EFF sponsors the Cooperative Computing Awards to encourage innovative
computing that brings together ordinary Internet users to collectively
contribute to solving huge scientific problems. EFF hopes to spur the
technology of cooperative networking and encourage Internet users worldwide
to join together in solving scientific problems involving massive
computation. EFF is uniquely situated to sponsor these awards, since part of
its mission is to encourage the harmonious integration of Internet
innovations into the whole of society. Future prizes for larger primes will
be given, up to $250,000. See http://www.eff.org for more details.
"The EFF awards are about cooperation," said John Gilmore,EFF co-founder,
Interim Executive Director, and project leader for the awards. "Prime
numbers are important in
mathematics and encryption, but the real message is that many other problems
can be solved by similar methods."
The Cooperative Computing Award will be held on the evening of April 6, 2000
in Toronto's historic St.
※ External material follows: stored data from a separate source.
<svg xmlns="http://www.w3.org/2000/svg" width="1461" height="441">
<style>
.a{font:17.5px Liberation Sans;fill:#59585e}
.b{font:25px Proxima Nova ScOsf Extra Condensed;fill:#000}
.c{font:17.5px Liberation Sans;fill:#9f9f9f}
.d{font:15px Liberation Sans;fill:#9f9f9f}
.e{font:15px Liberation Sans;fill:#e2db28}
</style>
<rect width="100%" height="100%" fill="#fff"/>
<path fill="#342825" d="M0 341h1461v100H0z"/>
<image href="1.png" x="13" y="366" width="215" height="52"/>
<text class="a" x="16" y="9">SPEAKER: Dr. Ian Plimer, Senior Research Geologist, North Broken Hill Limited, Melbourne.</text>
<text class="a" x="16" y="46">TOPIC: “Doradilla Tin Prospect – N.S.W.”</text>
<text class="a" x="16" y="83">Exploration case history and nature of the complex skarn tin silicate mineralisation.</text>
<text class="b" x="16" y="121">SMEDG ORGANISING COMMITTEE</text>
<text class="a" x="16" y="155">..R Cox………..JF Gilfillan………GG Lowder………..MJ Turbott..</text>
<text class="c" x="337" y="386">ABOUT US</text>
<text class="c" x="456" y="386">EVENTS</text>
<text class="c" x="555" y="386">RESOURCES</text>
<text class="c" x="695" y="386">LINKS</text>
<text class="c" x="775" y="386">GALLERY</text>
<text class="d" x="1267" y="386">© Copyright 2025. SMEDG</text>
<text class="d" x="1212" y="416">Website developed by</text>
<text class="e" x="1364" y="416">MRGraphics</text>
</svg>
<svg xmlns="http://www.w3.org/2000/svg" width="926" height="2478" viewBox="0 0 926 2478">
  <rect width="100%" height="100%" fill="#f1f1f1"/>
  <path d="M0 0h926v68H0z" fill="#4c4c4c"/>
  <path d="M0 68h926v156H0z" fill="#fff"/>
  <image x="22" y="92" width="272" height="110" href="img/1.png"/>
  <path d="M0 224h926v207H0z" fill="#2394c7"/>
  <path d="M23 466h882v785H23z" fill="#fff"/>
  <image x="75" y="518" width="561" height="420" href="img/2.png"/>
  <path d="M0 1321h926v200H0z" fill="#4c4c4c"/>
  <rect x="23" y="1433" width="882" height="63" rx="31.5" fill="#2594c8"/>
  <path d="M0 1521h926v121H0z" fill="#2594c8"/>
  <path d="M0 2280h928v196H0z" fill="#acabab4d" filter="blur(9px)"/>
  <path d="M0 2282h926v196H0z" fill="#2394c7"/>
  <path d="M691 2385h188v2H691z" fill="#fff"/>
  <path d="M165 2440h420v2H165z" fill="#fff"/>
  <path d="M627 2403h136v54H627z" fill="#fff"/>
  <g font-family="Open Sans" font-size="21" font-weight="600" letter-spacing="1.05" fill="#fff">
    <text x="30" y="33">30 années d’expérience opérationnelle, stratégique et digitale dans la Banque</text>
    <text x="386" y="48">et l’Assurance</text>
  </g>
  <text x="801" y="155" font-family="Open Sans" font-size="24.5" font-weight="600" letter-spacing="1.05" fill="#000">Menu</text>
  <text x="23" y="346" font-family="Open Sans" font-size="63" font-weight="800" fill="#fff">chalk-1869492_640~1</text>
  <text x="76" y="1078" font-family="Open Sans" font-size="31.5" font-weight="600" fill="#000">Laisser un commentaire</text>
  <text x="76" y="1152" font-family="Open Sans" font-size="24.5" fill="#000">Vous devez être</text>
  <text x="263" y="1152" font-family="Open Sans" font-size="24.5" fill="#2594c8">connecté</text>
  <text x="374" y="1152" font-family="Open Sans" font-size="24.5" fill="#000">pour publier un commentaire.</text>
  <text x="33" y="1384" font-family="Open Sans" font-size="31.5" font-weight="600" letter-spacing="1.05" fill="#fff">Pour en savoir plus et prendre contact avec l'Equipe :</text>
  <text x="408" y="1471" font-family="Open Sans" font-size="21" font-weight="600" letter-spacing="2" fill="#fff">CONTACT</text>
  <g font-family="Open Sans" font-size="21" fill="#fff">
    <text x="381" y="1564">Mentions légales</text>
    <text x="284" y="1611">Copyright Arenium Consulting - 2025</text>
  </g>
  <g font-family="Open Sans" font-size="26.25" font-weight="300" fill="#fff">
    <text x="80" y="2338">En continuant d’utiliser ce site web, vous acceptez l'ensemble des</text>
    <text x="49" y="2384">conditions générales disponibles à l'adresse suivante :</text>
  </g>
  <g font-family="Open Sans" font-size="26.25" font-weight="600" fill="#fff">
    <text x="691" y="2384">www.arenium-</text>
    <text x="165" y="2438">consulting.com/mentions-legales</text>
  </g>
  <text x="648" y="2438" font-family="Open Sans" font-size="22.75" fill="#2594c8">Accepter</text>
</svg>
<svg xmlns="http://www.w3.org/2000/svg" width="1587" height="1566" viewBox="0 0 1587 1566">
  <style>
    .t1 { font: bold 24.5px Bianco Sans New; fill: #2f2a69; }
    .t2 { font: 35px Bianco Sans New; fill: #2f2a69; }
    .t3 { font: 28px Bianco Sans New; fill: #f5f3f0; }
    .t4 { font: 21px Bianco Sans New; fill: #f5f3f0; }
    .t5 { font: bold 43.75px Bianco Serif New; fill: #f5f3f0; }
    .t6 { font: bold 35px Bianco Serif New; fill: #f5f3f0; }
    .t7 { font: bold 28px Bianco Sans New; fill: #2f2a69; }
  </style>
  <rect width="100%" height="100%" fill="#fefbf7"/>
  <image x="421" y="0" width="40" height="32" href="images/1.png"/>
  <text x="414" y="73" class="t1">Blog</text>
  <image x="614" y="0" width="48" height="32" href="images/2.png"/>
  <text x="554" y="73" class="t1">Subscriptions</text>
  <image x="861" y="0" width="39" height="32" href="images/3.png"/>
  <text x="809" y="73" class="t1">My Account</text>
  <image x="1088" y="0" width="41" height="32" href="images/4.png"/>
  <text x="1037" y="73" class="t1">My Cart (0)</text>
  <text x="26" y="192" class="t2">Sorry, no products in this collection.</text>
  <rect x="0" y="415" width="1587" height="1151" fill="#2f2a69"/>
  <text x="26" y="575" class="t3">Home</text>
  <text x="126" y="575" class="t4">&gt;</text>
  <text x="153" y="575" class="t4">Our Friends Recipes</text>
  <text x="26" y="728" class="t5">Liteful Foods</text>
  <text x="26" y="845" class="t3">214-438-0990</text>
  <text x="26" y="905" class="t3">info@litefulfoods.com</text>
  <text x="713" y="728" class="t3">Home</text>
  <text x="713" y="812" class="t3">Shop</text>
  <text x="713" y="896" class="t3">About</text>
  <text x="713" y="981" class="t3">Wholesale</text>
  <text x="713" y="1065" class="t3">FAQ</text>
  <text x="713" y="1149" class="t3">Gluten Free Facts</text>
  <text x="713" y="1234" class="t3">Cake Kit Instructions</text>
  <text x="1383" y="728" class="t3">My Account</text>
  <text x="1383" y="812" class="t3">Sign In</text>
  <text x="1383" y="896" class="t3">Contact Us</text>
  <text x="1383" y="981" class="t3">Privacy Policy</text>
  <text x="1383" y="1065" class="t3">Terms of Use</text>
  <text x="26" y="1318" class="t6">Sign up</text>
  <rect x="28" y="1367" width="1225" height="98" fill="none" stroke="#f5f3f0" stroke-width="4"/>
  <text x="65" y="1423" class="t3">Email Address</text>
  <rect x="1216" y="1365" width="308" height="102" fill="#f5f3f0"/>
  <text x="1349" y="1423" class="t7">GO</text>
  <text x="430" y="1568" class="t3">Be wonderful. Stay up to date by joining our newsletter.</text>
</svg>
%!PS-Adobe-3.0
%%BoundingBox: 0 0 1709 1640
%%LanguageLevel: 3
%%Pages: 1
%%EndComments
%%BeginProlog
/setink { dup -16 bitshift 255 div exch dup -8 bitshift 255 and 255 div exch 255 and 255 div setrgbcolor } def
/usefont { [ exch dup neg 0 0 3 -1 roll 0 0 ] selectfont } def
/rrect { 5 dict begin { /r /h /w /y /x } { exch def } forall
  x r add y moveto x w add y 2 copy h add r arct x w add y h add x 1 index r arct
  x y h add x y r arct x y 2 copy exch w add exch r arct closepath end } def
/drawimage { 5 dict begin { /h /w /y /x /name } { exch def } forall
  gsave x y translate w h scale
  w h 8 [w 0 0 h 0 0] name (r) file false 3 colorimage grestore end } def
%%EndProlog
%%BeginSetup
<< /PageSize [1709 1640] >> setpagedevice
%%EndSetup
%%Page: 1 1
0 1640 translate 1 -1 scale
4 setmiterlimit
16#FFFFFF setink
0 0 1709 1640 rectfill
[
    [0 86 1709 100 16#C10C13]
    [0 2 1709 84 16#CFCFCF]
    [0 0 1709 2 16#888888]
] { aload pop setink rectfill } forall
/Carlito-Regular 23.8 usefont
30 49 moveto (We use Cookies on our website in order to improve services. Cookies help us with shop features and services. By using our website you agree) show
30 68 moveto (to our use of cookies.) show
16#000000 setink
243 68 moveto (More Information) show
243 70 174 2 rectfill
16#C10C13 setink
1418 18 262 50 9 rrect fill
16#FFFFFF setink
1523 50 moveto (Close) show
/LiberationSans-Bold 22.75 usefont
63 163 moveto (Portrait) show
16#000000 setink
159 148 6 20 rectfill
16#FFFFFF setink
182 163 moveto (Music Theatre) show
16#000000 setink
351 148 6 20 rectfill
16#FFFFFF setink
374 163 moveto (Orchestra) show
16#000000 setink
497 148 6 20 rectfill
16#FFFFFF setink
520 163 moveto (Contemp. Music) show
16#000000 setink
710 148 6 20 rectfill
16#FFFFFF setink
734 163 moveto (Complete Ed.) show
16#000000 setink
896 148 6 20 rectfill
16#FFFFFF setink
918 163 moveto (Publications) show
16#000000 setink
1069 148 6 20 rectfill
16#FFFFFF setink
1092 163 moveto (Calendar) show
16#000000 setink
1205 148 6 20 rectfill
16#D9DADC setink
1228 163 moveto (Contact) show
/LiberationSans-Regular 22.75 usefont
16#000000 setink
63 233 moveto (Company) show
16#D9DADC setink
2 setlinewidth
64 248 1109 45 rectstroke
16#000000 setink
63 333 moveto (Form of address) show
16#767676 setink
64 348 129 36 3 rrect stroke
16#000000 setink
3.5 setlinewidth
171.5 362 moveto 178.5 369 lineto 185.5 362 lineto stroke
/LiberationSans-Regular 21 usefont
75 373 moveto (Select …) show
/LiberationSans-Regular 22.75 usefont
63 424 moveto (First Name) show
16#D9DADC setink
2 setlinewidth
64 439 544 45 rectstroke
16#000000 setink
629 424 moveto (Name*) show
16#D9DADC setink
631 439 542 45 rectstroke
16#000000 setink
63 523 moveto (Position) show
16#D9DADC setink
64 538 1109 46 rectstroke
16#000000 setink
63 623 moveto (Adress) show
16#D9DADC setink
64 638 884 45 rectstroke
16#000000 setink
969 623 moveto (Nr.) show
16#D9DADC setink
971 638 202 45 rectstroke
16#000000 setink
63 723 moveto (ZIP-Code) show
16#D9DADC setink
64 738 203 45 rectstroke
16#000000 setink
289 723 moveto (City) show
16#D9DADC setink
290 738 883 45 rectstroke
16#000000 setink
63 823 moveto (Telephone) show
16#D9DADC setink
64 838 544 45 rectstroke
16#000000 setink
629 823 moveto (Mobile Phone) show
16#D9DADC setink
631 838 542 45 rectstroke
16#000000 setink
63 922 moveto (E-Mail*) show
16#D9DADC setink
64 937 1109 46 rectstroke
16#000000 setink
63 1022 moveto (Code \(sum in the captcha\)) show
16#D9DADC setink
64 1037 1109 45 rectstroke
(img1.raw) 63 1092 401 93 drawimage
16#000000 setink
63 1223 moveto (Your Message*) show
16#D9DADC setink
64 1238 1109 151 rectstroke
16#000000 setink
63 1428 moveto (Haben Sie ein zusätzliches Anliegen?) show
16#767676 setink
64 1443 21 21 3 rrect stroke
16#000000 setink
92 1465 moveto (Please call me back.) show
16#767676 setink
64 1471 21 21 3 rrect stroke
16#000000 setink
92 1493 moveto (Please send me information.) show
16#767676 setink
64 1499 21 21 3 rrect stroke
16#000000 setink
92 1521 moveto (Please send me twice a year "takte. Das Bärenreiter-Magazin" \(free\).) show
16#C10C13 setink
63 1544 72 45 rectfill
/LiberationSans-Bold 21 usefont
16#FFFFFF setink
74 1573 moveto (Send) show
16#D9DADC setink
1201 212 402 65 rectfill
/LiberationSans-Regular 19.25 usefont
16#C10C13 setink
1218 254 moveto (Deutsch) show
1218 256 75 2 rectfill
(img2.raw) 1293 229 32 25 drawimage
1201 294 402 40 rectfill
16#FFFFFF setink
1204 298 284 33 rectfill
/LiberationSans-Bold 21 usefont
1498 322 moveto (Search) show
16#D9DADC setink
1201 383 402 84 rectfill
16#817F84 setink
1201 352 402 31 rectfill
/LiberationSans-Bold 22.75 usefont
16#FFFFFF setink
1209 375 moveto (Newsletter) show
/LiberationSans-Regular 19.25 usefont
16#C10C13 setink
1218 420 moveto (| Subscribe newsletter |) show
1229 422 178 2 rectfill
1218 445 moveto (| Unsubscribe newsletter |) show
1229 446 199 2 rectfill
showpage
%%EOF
Lawrence Hall as part of the Ninth Annual EFF
Pioneer Award Ceremony. The ceremony and reception are made possible by a
contribution from Anonymizer.com.
"It has been an honor to participate in a project that has brought so much
publicity to the distributed computing world," stated winner Nayan
Hajratwala. "Thanks to George and Scottfor the amazing work they have done
on GIMPS. The EFF's CooperativeComputing Awards will no doubt spur more
interest and participation in the GIMPS project and bring us bigger and
better primes."
For more information on the Cooperative Computing Awards, see:
http://www.eff.org/awards/coop.html
For more information on GIMPS, see:
http://www.mersenne.org/prime.htm
For more information on Entropia.com, Inc., see:
http://entropia.com
The Electronic Frontier Foundation ( http://www.eff.org ) is the leading
global nonprofit organization linking technical architectures with legal
frameworks to support the rights of individuals in an open society. Founded
in 1990, EFF actively encourages and challenges industry and government to
support free expression, privacy, and openness in the information society.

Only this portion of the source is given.